2010
Gezegend door mijn roeping
juli 2010


Een taak in de kerk

Gezegend door mijn roeping

‘De Heer heeft u geroepen als onze jeugdwerkpresidente’, zei de gemeentepresident tegen me. Het was nog maar een jaar geleden dat ik de lauwermeisjesklas had verlaten en nog maar twee jaar geleden dat ik gedoopt was. Ik wist niet wat ik hoorde.

‘Ik heb het geduld niet om kinderen iets te leren’, zei ik tegen hem.

‘Geloof je dat je roeping van God komt?’ vroeg hij. ‘Wie Hij roept, maakt Hij geschikt.’1

Zijn woorden gaven mij vertrouwen en ik wist meteen dat de Heer mij wel nodig moest hebben in het jeugdwerk. Ik had geen idee hoe ik mijn nieuwe roeping moest vervullen, maar ik wist dat Hij me zou leiden.
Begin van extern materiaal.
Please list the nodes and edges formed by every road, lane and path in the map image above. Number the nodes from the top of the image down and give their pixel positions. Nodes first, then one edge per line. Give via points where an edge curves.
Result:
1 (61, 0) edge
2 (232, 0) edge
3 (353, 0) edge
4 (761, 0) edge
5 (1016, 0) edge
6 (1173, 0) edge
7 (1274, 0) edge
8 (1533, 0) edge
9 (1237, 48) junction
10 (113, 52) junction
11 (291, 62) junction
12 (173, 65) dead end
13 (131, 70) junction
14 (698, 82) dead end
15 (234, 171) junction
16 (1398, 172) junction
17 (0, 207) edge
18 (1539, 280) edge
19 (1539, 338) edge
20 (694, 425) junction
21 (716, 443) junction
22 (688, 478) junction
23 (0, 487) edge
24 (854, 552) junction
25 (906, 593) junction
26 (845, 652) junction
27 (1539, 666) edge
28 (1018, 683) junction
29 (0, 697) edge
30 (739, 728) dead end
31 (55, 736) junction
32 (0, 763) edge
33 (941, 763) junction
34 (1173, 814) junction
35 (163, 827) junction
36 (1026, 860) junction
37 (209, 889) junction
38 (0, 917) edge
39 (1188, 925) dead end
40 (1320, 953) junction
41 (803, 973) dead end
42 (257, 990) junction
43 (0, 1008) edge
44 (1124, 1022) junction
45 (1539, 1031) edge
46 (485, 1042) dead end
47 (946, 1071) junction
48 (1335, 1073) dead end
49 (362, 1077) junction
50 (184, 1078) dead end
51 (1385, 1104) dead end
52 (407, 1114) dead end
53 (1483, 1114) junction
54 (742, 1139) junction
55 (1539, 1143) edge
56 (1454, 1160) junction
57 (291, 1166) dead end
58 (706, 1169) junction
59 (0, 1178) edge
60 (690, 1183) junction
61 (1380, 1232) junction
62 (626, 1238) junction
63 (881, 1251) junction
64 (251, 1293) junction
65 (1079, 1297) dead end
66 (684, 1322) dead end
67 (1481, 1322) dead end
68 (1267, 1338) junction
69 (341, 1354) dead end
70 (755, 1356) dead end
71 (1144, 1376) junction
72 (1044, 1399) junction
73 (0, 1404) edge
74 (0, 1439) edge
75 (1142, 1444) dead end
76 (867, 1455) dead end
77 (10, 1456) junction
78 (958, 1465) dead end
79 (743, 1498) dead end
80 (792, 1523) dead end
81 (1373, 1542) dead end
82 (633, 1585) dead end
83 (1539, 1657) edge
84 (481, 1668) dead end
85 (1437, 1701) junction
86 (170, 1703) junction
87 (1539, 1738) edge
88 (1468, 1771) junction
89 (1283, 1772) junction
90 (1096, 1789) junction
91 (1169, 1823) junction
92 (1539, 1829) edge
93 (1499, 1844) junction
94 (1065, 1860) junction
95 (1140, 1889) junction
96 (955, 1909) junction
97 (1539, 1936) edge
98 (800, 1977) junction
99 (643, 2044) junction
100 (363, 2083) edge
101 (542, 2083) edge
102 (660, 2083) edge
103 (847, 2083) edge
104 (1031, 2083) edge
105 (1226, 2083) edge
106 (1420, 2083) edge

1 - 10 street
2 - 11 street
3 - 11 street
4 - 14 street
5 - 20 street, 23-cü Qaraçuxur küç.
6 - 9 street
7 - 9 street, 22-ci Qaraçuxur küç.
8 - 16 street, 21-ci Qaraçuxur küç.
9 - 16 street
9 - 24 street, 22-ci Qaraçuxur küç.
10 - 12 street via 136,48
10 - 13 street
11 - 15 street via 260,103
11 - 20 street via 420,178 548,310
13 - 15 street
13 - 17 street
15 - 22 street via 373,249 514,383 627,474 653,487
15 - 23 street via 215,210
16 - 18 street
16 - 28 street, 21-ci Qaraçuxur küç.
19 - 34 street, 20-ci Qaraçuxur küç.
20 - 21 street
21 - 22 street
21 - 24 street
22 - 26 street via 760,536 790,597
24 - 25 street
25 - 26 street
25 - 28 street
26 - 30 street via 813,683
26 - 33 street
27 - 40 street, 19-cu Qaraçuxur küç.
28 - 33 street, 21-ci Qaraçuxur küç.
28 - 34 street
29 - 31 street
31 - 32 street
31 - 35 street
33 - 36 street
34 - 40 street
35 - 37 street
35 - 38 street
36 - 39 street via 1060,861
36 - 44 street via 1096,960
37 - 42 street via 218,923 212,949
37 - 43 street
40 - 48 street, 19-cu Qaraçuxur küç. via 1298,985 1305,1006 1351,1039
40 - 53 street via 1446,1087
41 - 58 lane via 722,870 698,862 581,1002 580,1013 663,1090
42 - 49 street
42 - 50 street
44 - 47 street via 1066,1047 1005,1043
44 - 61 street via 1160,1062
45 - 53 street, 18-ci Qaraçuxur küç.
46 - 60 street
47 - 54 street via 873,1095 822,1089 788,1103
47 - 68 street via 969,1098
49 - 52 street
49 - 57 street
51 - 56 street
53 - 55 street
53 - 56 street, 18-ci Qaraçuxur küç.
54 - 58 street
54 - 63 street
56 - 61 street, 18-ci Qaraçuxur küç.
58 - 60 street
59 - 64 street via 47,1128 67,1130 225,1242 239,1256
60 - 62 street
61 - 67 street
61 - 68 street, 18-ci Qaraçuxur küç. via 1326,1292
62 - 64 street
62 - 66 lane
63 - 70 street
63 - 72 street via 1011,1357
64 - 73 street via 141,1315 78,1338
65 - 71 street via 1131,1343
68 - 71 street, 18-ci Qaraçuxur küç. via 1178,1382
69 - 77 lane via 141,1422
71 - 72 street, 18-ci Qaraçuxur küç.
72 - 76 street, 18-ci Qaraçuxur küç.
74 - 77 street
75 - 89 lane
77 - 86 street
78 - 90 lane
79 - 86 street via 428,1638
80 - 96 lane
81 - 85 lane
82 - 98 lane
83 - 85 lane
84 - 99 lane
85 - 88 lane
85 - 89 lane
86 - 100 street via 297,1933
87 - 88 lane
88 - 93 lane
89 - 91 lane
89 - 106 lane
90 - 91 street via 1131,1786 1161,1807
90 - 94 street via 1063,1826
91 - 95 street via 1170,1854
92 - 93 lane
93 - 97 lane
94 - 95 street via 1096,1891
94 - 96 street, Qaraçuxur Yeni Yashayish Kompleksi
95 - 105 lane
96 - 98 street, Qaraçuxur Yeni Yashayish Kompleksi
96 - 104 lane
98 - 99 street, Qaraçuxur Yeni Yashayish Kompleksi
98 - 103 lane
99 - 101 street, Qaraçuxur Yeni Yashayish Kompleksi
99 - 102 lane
Ik besloot mijn uiterste best te doen. Maar enkele maanden later kreeg mijn moeder te horen dat ze kanker had. En ik studeerde techniek. Ik vond het moeilijk om al mijn taken thuis, aan de universiteit en in het jeugdwerk uit te voeren. Ik begon wat neerslachtig te worden. En toen werd alles me op een zondag in de kerk te veel, en er kwamen tranen.

Een ander wijklid zag dat en gaf me een geweldig advies: ‘Judith, de beste manier om beproevingen te doorstaan, is je in het evangelie en in dienstbaarheid aan anderen te verliezen’, zei hij. ‘Dan zul je zien dat de Heer je lasten verlicht.’

Toen ik dit bemoedigende advies opvolgde, veranderde mijn houding, werd mijn geloof vergroot en werd ik vastberaden om de Heer te dienen. Mijn beproevingen hielden aan, maar ik wijdde mezelf aan mijn roeping en zag er elke zondag naar uit om de kinderen te zien. Elke week leerde ik iets van ze doordat ze in hun daden blijk gaven van hun getuigenis. Met het verstrijken van de maanden, zag ik hoe de Heer mijn karakter vormde en hoe ik gaven en talenten ontwikkelde waarvan ik niet wist dat ik ze had.

Het daaropvolgende jaar ging ik van Barranquilla in Colombia een maand lang naar mijn moeder in Bogotá omdat ze chemotherapie kreeg. In die periode bad ik voortdurend en voelde ik me heel dicht bij de Heer. Ik besloot een ander hoofdvak te nemen voor mijn studie. En ik ontving inspiratie dat de Heer wilde dat ik mijn leven wijdde aan het onderwijs aan kinderen. Toen ik weer verder ging met mijn studie, vervolgde ik die in een opleiding voor het bijzonder onderwijs.

Ik wist dat mijn hemelse Vader mij een roeping in het jeugdwerk had gegeven om me daarop voor te bereiden. In het uitvoeren van mijn taak ontdekte ik mijn ware roeping. En toen ik het evangelie naleefde en mij verloor in dienstbetoon, had ik het gevoel dat de Heer mij in zijn armen hield.

Het getuigenis dat ik in het jeugdwerkpresidium kreeg, en later in een jeugdwerkpresidium van de ring, is mij als lid van de kerk tot steun geweest. Ik heb geleerd om met liefde te onderwijzen, te zien door de ogen van een kind, en de Heer om leiding en inspiratie te vragen.

Elke dag dat ik lesgeef aan een tweetalige school in mijn woonplaats, denk ik aan de inzet, de moeilijkheden en de zegeningen in die jaren. De kinderen uit het jeugdwerk toen zijn nu tieners, maar hun ogen stralen nog steeds liefde voor de Heiland en zijn evangelie uit.

Ik weet dat als de Heer ons roept, Hij ons leert en opleidt, en dat Hij leiders op ons pad brengt die ons helpen om dit prachtige evangelie van Jezus Christus na te leven.

Noot

  1. Zie Thomas S. Monson, ‘Duty Calls’, Ensign, mei 1996, p. 44.